Kemudahan sebagai Ujian
Ujian itu tidak hanya kejadian-kejadian yang bersifat musibah semata. Melainkan kemudahan atau kesenangan atau kegembiraan juga merupakan ujian. Selama ini kita menganggap bahwa ujian yang bahaya ketika kita menyikapinya adalah ujian yang susah-susah, yang pahit-pahit. Seperti disakiti orang lain, ditipu orang lain, susah jodoh, sakit, dan lain sebagainya.
Kita banyak menganggap ujian yang berbahaya itu adalah ujian yang tidak enak. Padahal banyak orang yang menghadapi ujian-ujian semacam ini, kemudian ia menghadapinya, mengemasnya dan membuatnya malah lebih dekat dengan Allah Swt.

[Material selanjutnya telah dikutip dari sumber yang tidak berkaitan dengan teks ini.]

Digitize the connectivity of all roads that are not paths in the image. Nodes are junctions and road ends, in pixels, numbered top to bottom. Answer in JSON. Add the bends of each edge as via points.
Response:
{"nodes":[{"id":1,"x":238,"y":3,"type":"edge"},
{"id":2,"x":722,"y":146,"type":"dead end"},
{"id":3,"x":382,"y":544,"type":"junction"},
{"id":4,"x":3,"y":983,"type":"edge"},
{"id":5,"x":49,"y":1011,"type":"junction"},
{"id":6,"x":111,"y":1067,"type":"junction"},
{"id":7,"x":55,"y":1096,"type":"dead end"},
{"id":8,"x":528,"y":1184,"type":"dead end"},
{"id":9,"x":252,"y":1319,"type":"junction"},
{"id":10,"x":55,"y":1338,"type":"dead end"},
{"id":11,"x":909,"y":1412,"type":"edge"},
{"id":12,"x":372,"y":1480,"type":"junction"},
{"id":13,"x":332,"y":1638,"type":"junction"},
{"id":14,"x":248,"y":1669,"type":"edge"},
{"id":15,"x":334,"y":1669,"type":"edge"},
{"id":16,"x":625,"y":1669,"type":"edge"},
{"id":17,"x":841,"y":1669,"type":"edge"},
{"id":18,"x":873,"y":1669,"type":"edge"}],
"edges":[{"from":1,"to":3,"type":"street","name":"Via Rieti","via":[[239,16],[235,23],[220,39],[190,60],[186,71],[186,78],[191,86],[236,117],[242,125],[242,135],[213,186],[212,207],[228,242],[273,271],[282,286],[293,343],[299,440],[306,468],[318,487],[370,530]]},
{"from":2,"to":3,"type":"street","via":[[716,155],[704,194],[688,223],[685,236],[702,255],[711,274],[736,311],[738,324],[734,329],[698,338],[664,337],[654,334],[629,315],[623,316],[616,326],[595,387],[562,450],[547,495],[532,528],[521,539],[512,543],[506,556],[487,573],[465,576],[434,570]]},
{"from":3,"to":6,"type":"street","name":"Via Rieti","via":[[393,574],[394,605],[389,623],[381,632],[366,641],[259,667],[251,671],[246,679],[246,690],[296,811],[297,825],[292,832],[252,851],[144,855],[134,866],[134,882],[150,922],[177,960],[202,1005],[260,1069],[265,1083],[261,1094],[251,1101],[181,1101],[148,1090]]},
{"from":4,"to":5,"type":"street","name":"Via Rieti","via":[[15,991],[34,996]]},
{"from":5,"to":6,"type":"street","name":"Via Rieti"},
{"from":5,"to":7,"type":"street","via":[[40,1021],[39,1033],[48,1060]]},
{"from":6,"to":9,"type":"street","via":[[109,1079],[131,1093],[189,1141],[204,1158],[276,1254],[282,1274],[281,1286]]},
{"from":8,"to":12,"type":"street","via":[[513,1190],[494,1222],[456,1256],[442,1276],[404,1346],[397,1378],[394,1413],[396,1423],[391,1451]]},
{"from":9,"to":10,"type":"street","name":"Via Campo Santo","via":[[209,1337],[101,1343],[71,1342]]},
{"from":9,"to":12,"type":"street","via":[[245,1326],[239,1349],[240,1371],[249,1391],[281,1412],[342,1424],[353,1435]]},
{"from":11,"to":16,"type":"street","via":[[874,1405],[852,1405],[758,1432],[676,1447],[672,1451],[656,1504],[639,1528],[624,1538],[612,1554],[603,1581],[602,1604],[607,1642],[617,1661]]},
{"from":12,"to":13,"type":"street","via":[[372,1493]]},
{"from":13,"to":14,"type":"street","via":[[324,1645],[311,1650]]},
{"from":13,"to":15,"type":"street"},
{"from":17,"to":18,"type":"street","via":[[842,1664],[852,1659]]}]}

Kita jarang menganggap naik pangkat itu ujian. Kita jarang menganggap memiliki paras dan postur menawan itu ujian. Kita jarang menganggap bisa membeli mobil itu ujian. Kita jarang menganggap anak lulus jadi sarjana itu ujian. Kita sering menganggap bahwa dihina itu ujian, tapi kita jarang menganggap dipuji itu ujian yang lebih berat.
Padahal Allah SWT berfirman, “Tiap-tiap yang berjiwa akan merasakan mati. Kami akan menguji kamu dengan keburukan dan kebaikan sebagai cobaan (yang sebenar-benarnya). dan hanya kepada kamilah kamu dikembalikan.” (QS. al-Anbiya [21] : 35)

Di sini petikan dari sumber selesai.